**WHAT YOU WILL DO**
The entries must be set down again word for word; no pictures belong in the copy.

*** Opening DATA TO USE ***

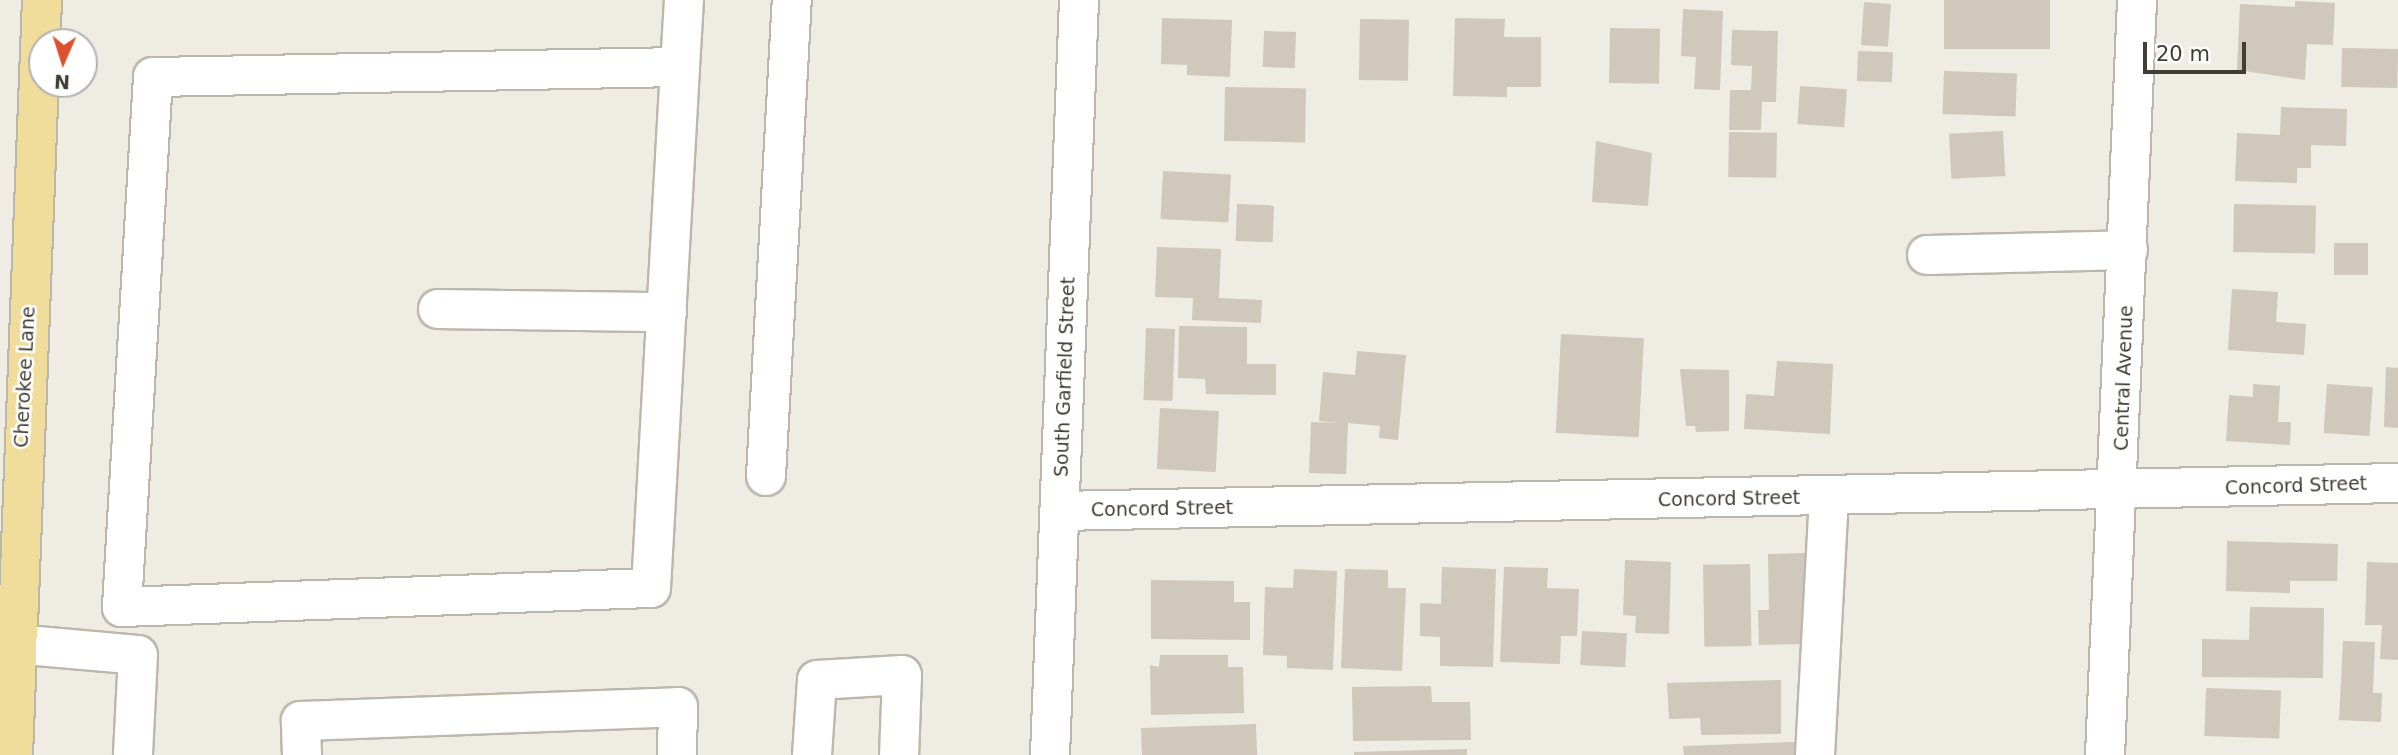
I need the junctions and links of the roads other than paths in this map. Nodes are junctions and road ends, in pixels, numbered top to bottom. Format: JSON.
{"nodes":[{"id":1,"x":42,"y":0,"type":"edge"},
{"id":2,"x":684,"y":0,"type":"edge"},
{"id":3,"x":792,"y":0,"type":"edge"},
{"id":4,"x":1079,"y":0,"type":"edge"},
{"id":5,"x":2137,"y":0,"type":"edge"},
{"id":6,"x":680,"y":67,"type":"junction"},
{"id":7,"x":2128,"y":250,"type":"junction"},
{"id":8,"x":1927,"y":255,"type":"dead end"},
{"id":9,"x":438,"y":309,"type":"dead end"},
{"id":10,"x":667,"y":312,"type":"junction"},
{"id":11,"x":766,"y":476,"type":"dead end"},
{"id":12,"x":2398,"y":482,"type":"edge"},
{"id":13,"x":2119,"y":492,"type":"junction"},
{"id":14,"x":1829,"y":498,"type":"junction"},
{"id":15,"x":1060,"y":511,"type":"junction"},
{"id":16,"x":10,"y":624,"type":"edge"},
{"id":17,"x":13,"y":755,"type":"edge"},
{"id":18,"x":133,"y":755,"type":"edge"},
{"id":19,"x":302,"y":755,"type":"edge"},
{"id":20,"x":677,"y":755,"type":"edge"},
{"id":21,"x":812,"y":755,"type":"edge"},
{"id":22,"x":899,"y":755,"type":"edge"},
{"id":23,"x":1050,"y":755,"type":"edge"},
{"id":24,"x":1815,"y":755,"type":"edge"},
{"id":25,"x":2105,"y":755,"type":"edge"}],
"edges":[{"from":1,"to":16,"type":"main road","name":"Cherokee Lane"},
{"from":2,"to":6,"type":"street"},
{"from":3,"to":11,"type":"street"},
{"from":4,"to":15,"type":"street","name":"South Garfield Street"},
{"from":5,"to":7,"type":"street","name":"Central Avenue"},
{"from":6,"to":10,"type":"street"},
{"from":6,"to":10,"type":"street"},
{"from":7,"to":8,"type":"street"},
{"from":7,"to":13,"type":"street","name":"Central Avenue"},
{"from":9,"to":10,"type":"street"},
{"from":12,"to":13,"type":"street","name":"Concord Street"},
{"from":13,"to":14,"type":"street","name":"Concord Street"},
{"from":13,"to":25,"type":"street","name":"Central Avenue"},
{"from":14,"to":15,"type":"street","name":"Concord Street"},
{"from":14,"to":24,"type":"street"},
{"from":15,"to":23,"type":"street","name":"South Garfield Street"},
{"from":16,"to":17,"type":"main road","name":"Cherokee Lane"},
{"from":16,"to":18,"type":"street"},
{"from":19,"to":20,"type":"street"},
{"from":21,"to":22,"type":"street"}]}
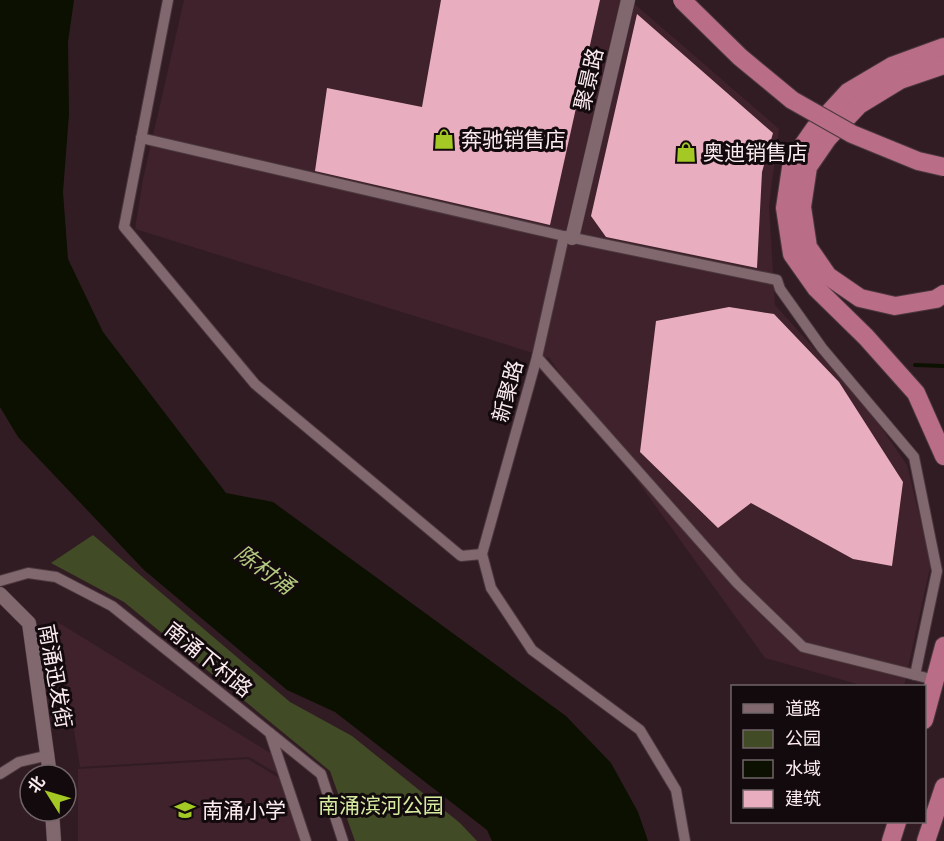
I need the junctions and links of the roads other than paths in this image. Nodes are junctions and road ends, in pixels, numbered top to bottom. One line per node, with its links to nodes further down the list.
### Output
1 (168, 0): 7 (street)
2 (618, 0): 9 (street, 聚景路)
3 (628, 0): 9 (street, 聚景路)
4 (682, 0): 8 (highway, bridge)
5 (944, 46): 12 (highway)
6 (944, 65): 10 (highway)
7 (141, 138): 9 (street); 13 (street)
8 (944, 167)
9 (568, 237): 11 (street, 新聚路); 17 (street)
10 (944, 294)
11 (537, 357): 13 (street, 新聚路); 17 (street)
12 (944, 456)
13 (482, 554): 30 (street)
14 (0, 581): 20 (street, 南涌下村路)
15 (0, 594): 21 (street, 南涌迅发街)
16 (944, 646): 18 (highway)
17 (915, 675): 18 (street)
18 (935, 680): 19 (highway)
19 (926, 713)
20 (270, 734): 28 (street); 29 (street, 南涌下村路)
21 (49, 755): 22 (street, 南涌迅发街); 23 (street)
22 (49, 763)
23 (0, 774)
24 (944, 786): 32 (highway)
25 (53, 823): 27 (street)
26 (897, 823): 31 (highway)
27 (54, 841)
28 (306, 841)
29 (343, 841)
30 (685, 841)
31 (891, 841)
32 (926, 841)

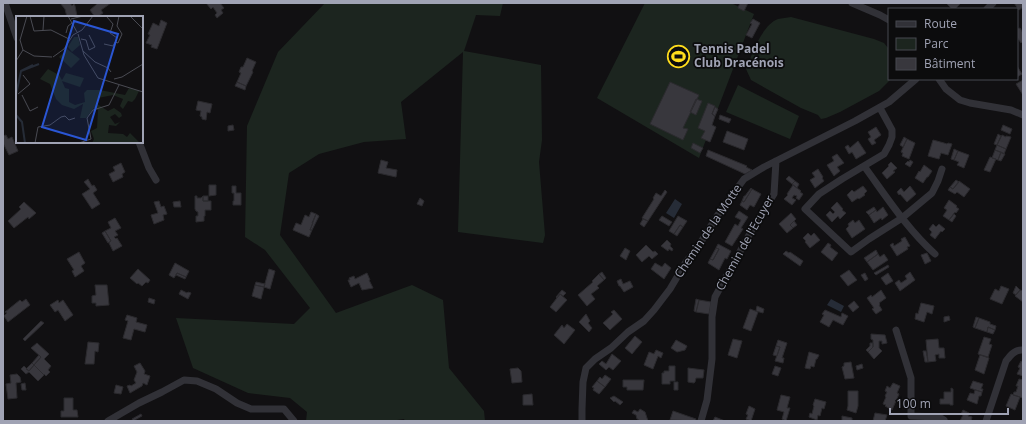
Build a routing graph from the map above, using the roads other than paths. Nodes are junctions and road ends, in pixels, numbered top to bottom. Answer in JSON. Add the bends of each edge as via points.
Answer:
{"nodes":[{"id":1,"x":5,"y":3,"type":"edge"},
{"id":2,"x":852,"y":3,"type":"edge"},
{"id":3,"x":888,"y":19,"type":"edge"},
{"id":4,"x":16,"y":35,"type":"edge"},
{"id":5,"x":915,"y":80,"type":"edge"},
{"id":6,"x":940,"y":80,"type":"edge"},
{"id":7,"x":880,"y":108,"type":"junction"},
{"id":8,"x":1023,"y":115,"type":"edge"},
{"id":9,"x":138,"y":143,"type":"edge"},
{"id":10,"x":776,"y":160,"type":"junction"},
{"id":11,"x":864,"y":166,"type":"junction"},
{"id":12,"x":942,"y":169,"type":"dead end"},
{"id":13,"x":156,"y":180,"type":"dead end"},
{"id":14,"x":902,"y":218,"type":"junction"},
{"id":15,"x":935,"y":254,"type":"dead end"},
{"id":16,"x":896,"y":330,"type":"dead end"},
{"id":17,"x":1023,"y":350,"type":"edge"},
{"id":18,"x":108,"y":421,"type":"edge"},
{"id":19,"x":294,"y":421,"type":"edge"},
{"id":20,"x":582,"y":421,"type":"edge"},
{"id":21,"x":701,"y":421,"type":"edge"},
{"id":22,"x":943,"y":421,"type":"edge"},
{"id":23,"x":986,"y":421,"type":"edge"}],
"edges":[{"from":1,"to":4,"type":"street"},
{"from":2,"to":3,"type":"street"},
{"from":5,"to":7,"type":"street","name":"Chemin de la Motte"},
{"from":6,"to":8,"type":"street","via":[[960,100],[1011,110]]},
{"from":7,"to":10,"type":"street","name":"Chemin de la Motte"},
{"from":7,"to":11,"type":"street","via":[[892,130],[892,137],[884,154]]},
{"from":9,"to":13,"type":"street"},
{"from":10,"to":20,"type":"street","name":"Chemin de la Motte","via":[[744,179],[716,216],[670,289],[644,321],[586,368]]},
{"from":10,"to":21,"type":"street","name":"Chemin de l'Ecuyer","via":[[774,194],[715,297],[712,317],[712,359],[707,400]]},
{"from":11,"to":14,"type":"street"},
{"from":11,"to":14,"type":"street","via":[[818,194],[805,209],[851,252]]},
{"from":12,"to":14,"type":"street","via":[[932,193]]},
{"from":14,"to":15,"type":"street"},
{"from":16,"to":22,"type":"street","via":[[911,378],[911,416],[939,417]]},
{"from":17,"to":23,"type":"street","via":[[1012,353],[1006,361]]},
{"from":18,"to":19,"type":"street","via":[[184,380],[197,381],[251,409],[284,409]]}]}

*** Closing DATA TO USE ***

**EXPECTED OUTPUT**
I need the junctions and links of the roads other than paths in this map. Nodes are junctions and road ends, in pixels, numbered top to bottom. Format: JSON.
{"nodes":[{"id":1,"x":42,"y":0,"type":"edge"},
{"id":2,"x":684,"y":0,"type":"edge"},
{"id":3,"x":792,"y":0,"type":"edge"},
{"id":4,"x":1079,"y":0,"type":"edge"},
{"id":5,"x":2137,"y":0,"type":"edge"},
{"id":6,"x":680,"y":67,"type":"junction"},
{"id":7,"x":2128,"y":250,"type":"junction"},
{"id":8,"x":1927,"y":255,"type":"dead end"},
{"id":9,"x":438,"y":309,"type":"dead end"},
{"id":10,"x":667,"y":312,"type":"junction"},
{"id":11,"x":766,"y":476,"type":"dead end"},
{"id":12,"x":2398,"y":482,"type":"edge"},
{"id":13,"x":2119,"y":492,"type":"junction"},
{"id":14,"x":1829,"y":498,"type":"junction"},
{"id":15,"x":1060,"y":511,"type":"junction"},
{"id":16,"x":10,"y":624,"type":"edge"},
{"id":17,"x":13,"y":755,"type":"edge"},
{"id":18,"x":133,"y":755,"type":"edge"},
{"id":19,"x":302,"y":755,"type":"edge"},
{"id":20,"x":677,"y":755,"type":"edge"},
{"id":21,"x":812,"y":755,"type":"edge"},
{"id":22,"x":899,"y":755,"type":"edge"},
{"id":23,"x":1050,"y":755,"type":"edge"},
{"id":24,"x":1815,"y":755,"type":"edge"},
{"id":25,"x":2105,"y":755,"type":"edge"}],
"edges":[{"from":1,"to":16,"type":"main road","name":"Cherokee Lane"},
{"from":2,"to":6,"type":"street"},
{"from":3,"to":11,"type":"street"},
{"from":4,"to":15,"type":"street","name":"South Garfield Street"},
{"from":5,"to":7,"type":"street","name":"Central Avenue"},
{"from":6,"to":10,"type":"street"},
{"from":6,"to":10,"type":"street"},
{"from":7,"to":8,"type":"street"},
{"from":7,"to":13,"type":"street","name":"Central Avenue"},
{"from":9,"to":10,"type":"street"},
{"from":12,"to":13,"type":"street","name":"Concord Street"},
{"from":13,"to":14,"type":"street","name":"Concord Street"},
{"from":13,"to":25,"type":"street","name":"Central Avenue"},
{"from":14,"to":15,"type":"street","name":"Concord Street"},
{"from":14,"to":24,"type":"street"},
{"from":15,"to":23,"type":"street","name":"South Garfield Street"},
{"from":16,"to":17,"type":"main road","name":"Cherokee Lane"},
{"from":16,"to":18,"type":"street"},
{"from":19,"to":20,"type":"street"},
{"from":21,"to":22,"type":"street"}]}
I need the junctions and links of the roads other than paths in this image. Nodes are junctions and road ends, in pixels, numbered top to bottom. One line per node, with its links to nodes further down the list.
### Output
1 (168, 0): 7 (street)
2 (618, 0): 9 (street, 聚景路)
3 (628, 0): 9 (street, 聚景路)
4 (682, 0): 8 (highway, bridge)
5 (944, 46): 12 (highway)
6 (944, 65): 10 (highway)
7 (141, 138): 9 (street); 13 (street)
8 (944, 167)
9 (568, 237): 11 (street, 新聚路); 17 (street)
10 (944, 294)
11 (537, 357): 13 (street, 新聚路); 17 (street)
12 (944, 456)
13 (482, 554): 30 (street)
14 (0, 581): 20 (street, 南涌下村路)
15 (0, 594): 21 (street, 南涌迅发街)
16 (944, 646): 18 (highway)
17 (915, 675): 18 (street)
18 (935, 680): 19 (highway)
19 (926, 713)
20 (270, 734): 28 (street); 29 (street, 南涌下村路)
21 (49, 755): 22 (street, 南涌迅发街); 23 (street)
22 (49, 763)
23 (0, 774)
24 (944, 786): 32 (highway)
25 (53, 823): 27 (street)
26 (897, 823): 31 (highway)
27 (54, 841)
28 (306, 841)
29 (343, 841)
30 (685, 841)
31 (891, 841)
32 (926, 841)

Build a routing graph from the map above, using the roads other than paths. Nodes are junctions and road ends, in pixels, numbered top to bottom. Answer in JSON. Add the bends of each edge as via points.
Answer:
{"nodes":[{"id":1,"x":5,"y":3,"type":"edge"},
{"id":2,"x":852,"y":3,"type":"edge"},
{"id":3,"x":888,"y":19,"type":"edge"},
{"id":4,"x":16,"y":35,"type":"edge"},
{"id":5,"x":915,"y":80,"type":"edge"},
{"id":6,"x":940,"y":80,"type":"edge"},
{"id":7,"x":880,"y":108,"type":"junction"},
{"id":8,"x":1023,"y":115,"type":"edge"},
{"id":9,"x":138,"y":143,"type":"edge"},
{"id":10,"x":776,"y":160,"type":"junction"},
{"id":11,"x":864,"y":166,"type":"junction"},
{"id":12,"x":942,"y":169,"type":"dead end"},
{"id":13,"x":156,"y":180,"type":"dead end"},
{"id":14,"x":902,"y":218,"type":"junction"},
{"id":15,"x":935,"y":254,"type":"dead end"},
{"id":16,"x":896,"y":330,"type":"dead end"},
{"id":17,"x":1023,"y":350,"type":"edge"},
{"id":18,"x":108,"y":421,"type":"edge"},
{"id":19,"x":294,"y":421,"type":"edge"},
{"id":20,"x":582,"y":421,"type":"edge"},
{"id":21,"x":701,"y":421,"type":"edge"},
{"id":22,"x":943,"y":421,"type":"edge"},
{"id":23,"x":986,"y":421,"type":"edge"}],
"edges":[{"from":1,"to":4,"type":"street"},
{"from":2,"to":3,"type":"street"},
{"from":5,"to":7,"type":"street","name":"Chemin de la Motte"},
{"from":6,"to":8,"type":"street","via":[[960,100],[1011,110]]},
{"from":7,"to":10,"type":"street","name":"Chemin de la Motte"},
{"from":7,"to":11,"type":"street","via":[[892,130],[892,137],[884,154]]},
{"from":9,"to":13,"type":"street"},
{"from":10,"to":20,"type":"street","name":"Chemin de la Motte","via":[[744,179],[716,216],[670,289],[644,321],[586,368]]},
{"from":10,"to":21,"type":"street","name":"Chemin de l'Ecuyer","via":[[774,194],[715,297],[712,317],[712,359],[707,400]]},
{"from":11,"to":14,"type":"street"},
{"from":11,"to":14,"type":"street","via":[[818,194],[805,209],[851,252]]},
{"from":12,"to":14,"type":"street","via":[[932,193]]},
{"from":14,"to":15,"type":"street"},
{"from":16,"to":22,"type":"street","via":[[911,378],[911,416],[939,417]]},
{"from":17,"to":23,"type":"street","via":[[1012,353],[1006,361]]},
{"from":18,"to":19,"type":"street","via":[[184,380],[197,381],[251,409],[284,409]]}]}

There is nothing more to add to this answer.